Goal of the exercise — Work through the entries below line by line and give the number of lines with the string "Goldbacher", nothing else.

Available records —
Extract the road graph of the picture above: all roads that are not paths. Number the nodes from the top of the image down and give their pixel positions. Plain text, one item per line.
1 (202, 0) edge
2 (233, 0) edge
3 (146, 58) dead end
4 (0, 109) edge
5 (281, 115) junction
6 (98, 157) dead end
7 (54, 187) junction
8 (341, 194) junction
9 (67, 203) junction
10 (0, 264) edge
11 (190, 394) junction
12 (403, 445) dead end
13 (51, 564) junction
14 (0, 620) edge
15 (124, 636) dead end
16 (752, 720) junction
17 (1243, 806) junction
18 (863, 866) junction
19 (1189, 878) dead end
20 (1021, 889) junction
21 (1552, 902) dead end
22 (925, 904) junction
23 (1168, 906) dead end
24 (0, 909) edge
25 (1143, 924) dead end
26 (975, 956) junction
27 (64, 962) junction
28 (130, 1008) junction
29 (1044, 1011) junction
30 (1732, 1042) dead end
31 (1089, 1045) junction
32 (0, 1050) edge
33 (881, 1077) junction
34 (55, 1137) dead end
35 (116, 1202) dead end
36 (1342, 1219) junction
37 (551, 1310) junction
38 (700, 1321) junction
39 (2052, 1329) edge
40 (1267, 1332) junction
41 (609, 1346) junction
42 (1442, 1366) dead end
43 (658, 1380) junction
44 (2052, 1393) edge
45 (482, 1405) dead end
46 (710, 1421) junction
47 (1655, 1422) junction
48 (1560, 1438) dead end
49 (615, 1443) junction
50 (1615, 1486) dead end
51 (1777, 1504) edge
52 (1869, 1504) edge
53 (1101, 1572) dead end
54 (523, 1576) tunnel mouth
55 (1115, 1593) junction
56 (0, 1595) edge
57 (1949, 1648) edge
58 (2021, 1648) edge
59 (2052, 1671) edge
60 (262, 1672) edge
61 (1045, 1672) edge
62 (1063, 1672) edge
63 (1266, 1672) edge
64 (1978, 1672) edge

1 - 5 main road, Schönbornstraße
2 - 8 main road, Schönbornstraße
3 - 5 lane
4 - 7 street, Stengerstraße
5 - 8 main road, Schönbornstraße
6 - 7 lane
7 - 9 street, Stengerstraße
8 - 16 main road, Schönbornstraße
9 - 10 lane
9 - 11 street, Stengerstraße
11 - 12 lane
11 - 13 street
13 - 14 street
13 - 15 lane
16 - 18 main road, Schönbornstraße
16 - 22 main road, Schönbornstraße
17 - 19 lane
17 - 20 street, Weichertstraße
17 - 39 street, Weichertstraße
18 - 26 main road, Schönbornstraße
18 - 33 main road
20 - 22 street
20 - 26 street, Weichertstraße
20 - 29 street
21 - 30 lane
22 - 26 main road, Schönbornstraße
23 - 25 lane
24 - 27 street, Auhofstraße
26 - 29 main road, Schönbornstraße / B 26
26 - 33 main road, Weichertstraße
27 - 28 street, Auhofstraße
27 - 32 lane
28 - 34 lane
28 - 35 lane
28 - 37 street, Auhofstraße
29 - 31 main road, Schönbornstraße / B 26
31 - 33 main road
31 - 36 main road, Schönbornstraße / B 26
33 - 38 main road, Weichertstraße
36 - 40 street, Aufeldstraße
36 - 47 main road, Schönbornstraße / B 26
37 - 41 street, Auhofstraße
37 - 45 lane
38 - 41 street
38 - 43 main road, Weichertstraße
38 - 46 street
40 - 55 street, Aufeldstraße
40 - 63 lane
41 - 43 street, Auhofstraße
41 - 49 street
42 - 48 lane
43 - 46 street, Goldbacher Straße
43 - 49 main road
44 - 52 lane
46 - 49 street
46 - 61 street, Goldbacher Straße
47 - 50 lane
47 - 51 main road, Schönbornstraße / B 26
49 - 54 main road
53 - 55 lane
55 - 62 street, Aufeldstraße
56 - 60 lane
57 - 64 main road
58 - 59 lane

Answer section — 2